Through a series of regression models, I tested the hypothesis that more and higher draft picks translated into wins on the field. It became clear that neither conventional draft points nor Massey-Thaler surplus values were significant predictors of team wins the following season when previous year wins were taken into account.
One important point: It goes without saying that what really matters is the players who are picked. The most over-cited example contrasts Tom Brady, picked in the 6th round, and Ryan Leaf, picked #2 overall. The same principle holds throughout the draft. What is truly important is how good the chosen players are, and not how high the pick was. However, on average, players picked higher definitively outperform players picked lower. Over time the significance of any one player outperforming or underperforming his place in the draft should average out. Theoretically, in a large enough sample, draft picks (not the players) should correlate with team talent levels and therefore wins too.
Are draft pick values non-significant because they don't matter, or because we don't have enough data? Consider M-T values in 2005 as a case study. The coefficient for M-T value without accounting for previous year's wins is 0.86 wins per million $ of surplus value. The coefficient drops to 0.24 when accounting for previous year's wins, but we cannot have much confidence in that number because it is not significant (p=0.42).
In 2005, the team with the most M-T value was TEN with $5.3 million in surplus. The team with the least M-T value was NYG with $2.2 million. (The average was $3.7 million.) That's a difference of $3.1 million between the top and bottom teams.
Using the 0.24 wins/$value coefficent, we get:
3.1 x 0.24 = 0.75 wins.
Between the top team and bottom team in terms of M-T draft value, we could estimate a difference of 0.75 wins. That's a very rough estimate because of the lack of statistical significance, but it is significant in NFL terms. 0.75 games would be a lot in a 16 game season.
Let's do the same drill with conventional draft points in the same year, 2005. Without considering the previous year's record, the coefficient for draft points was 0.0022 wins/draft pt. The coefficient drops to 0.00040 when accounting for previous year's wins, but it is not signficant (p=0.36).
In 2005, the team with the most draft points was SF with 4049 and the team with the least was BUF with 603 for a difference of 3446. The average that year was 1898 points.

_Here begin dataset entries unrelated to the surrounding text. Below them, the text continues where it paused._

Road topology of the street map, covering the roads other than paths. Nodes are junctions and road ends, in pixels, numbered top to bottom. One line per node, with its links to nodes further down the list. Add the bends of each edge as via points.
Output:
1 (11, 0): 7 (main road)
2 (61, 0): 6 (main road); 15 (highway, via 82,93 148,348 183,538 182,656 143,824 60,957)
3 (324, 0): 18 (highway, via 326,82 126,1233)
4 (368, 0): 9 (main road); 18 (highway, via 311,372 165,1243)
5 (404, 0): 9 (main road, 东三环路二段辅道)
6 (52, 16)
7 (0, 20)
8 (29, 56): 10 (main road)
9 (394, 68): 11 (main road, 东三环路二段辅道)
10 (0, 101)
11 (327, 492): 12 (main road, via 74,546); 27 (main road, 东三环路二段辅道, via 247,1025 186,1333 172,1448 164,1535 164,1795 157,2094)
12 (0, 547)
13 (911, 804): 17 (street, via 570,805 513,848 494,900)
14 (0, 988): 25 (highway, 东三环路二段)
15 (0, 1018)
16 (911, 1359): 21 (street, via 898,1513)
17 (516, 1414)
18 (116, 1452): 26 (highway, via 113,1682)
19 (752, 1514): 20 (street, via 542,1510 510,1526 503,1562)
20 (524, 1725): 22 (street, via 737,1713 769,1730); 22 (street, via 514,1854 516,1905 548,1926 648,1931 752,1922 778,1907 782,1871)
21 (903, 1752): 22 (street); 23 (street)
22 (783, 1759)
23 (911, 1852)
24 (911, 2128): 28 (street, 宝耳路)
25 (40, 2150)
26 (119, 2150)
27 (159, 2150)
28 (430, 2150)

Using the 0.00040 wins/pt coefficient, we get:
0.00040 x 3446 = 1.37 wins.
1.37 wins is very significant in NFL terms in a 16-game season, especially considering that the difference between 9-7 and 7-9 sometimes means going to the playoffs or firing the head coach. We just can't have much confidence that the real number is 1.37 without more data.Conclusion
This leads me to suspect that conventional draft points, M-T values, or other measures of draft "capital" are probably important to a team's fortunes. I simply don't have a database large enough (yet) to determine a significant coefficient. But in the case studies above give us an idea of the likely potential magnitude of the effects. Admittedly, it is possible that the effects are zero or near-zero (or even negative). There is a third possibility--that draft picks do matter, but neither conventional draft points nor M-T surplus are good measures of their value. Another system of values, one that is calibrated to the effect the picks have on wins, might prove to be the best method of valuing draft picks.
The effect of the previous year's wins is powerful. The constant churn of poor teams improving and good teams getting worse dominates the effect of either draft variable. Ignoring draft variables, teams with 3 wins tend to improve to 7 wins the following year. Teams with 12 wins one year tend to stumble to 9 wins the next. I suspect this is partially why it is difficult to distill the true effect on wins of draft picks, assuming there is one.
The reasons for the churn may include strength of schedule, salary cap considerations, and the draft. But luck and other mathematical reasons may also be at work. I plan to address this in a later post.